Putting Pedagogy into Digital Archives: A Report from OAH

2010 April 12
by Leah Nahmias

Last Friday, April 9, I presented our progress on ASHP’s forthcoming resource database at the annual conference of the Organization of American Historians in Washington, D.C.  I was part of a session called “Putting Pedagogy into Digital Archives: Making Online History Collections Useful for K-12 Teachers and Students.”  My presentation (embedded below) focused on the strategies we are using to build pedagogical supports into the resource database.  After describing the educational philosophy we model in ASHP’s many programs for teachers, I showed how our pedagogy figures into the types of documents and features we will include in the new database.
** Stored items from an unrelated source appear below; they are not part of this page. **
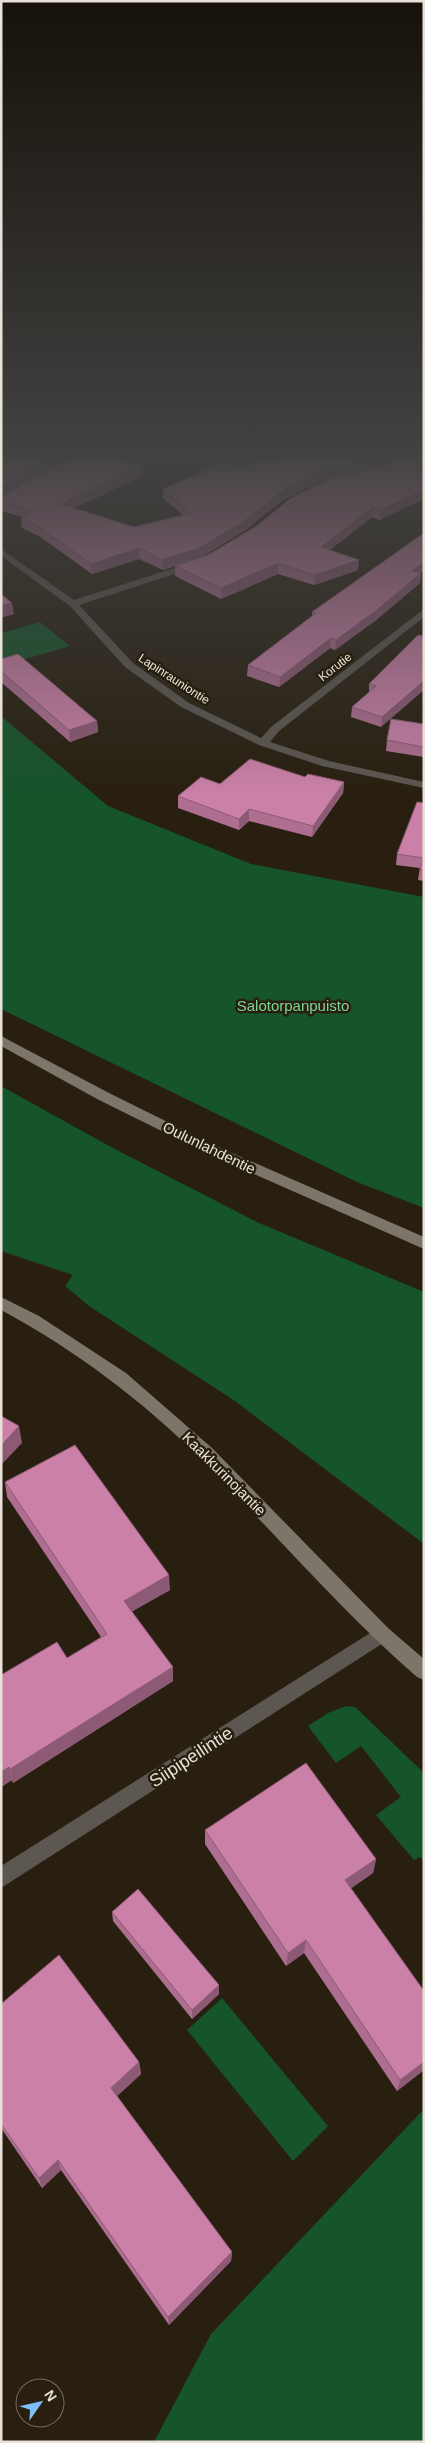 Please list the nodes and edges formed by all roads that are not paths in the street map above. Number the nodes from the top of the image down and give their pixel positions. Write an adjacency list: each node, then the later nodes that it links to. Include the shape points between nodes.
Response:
1 (23, 568): 3 (street, Lapinrauniontie)
2 (185, 568): 3 (street)
3 (73, 604): 7 (street, Lapinrauniontie, via 129,666 185,705)
4 (424, 612): 5 (street, Korutie)
5 (412, 622): 6 (street); 7 (street, Korutie, via 275,729)
6 (424, 625)
7 (263, 743): 8 (street, Lapinrauniontie, via 326,764)
8 (424, 785)
9 (1, 1040): 10 (main road, Oulunlahdentie, via 55,1072 269,1178)
10 (424, 1243)
11 (1, 1303): 12 (main road, Kaakkurinojantie, via 33,1320 120,1378 206,1453)
12 (381, 1634): 13 (main road, Kaakkurinojantie); 14 (street, Siipipeilintie)
13 (424, 1671)
14 (1, 1878)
By the way, for the session we used the nickname “Herb” to describe our database, in honor of ASHP’s co-founder, the legendary labor historian Herbert Gutman.

Bill Tally, who organized and moderated the session, asked me to focus on how we here at American Social History Project bridge the gap between academic historians and classroom teachers, and how this is reflected in the design of our database.  Throughout the presentation, I used examples from “Slave Communities and Resistance,” a collection of primary and secondary sources, teaching activities, focus questions, podcasts of scholar talks, and other resources that will be part of the database.  This collection is a good example of how we bridge the gap.  As the introduction to the collection notes:

Slavery, a central topic in U.S. history, has undergone a thorough re-examination over the last three decades. As historian Herbert Gutman noted, previous generations of historians first asked “What did slavery do for the slave?” and later, acknowledging the system’s brutality, “What did slavery do to the slaves?” But when historians began to ask, “What did slaves do for themselves?”, our current understanding of slavery emerged. Based on the reinterpretation of old sources and the study of new sources like slave narratives, historians now suggest that within the harsh and brutal confines of slavery, African Americans were resistant and resourceful. In the slave quarters, through family, community and religion, slaves struggled for a measure of independence and dignity.

Accordingly, our database will feature sources and activities that focus on what slaves did for themselves. The database will also include strategies for helping students see in primary documents evidence of slave communities, resistance, and the consequences of resistance. Click through the presentation below to see how such questions influence the teaching of the Fugitive Slave Act of 1850 and the reading of an 1854 handbill advertising for a runaway slave named Osborne.

Thank you to the many people who attended the session! Thank you as well to my co-presenters Kathleen Barker of the Massachusetts Historical Society and Stacia Smith of Paxton Center (Massachusetts) Schools.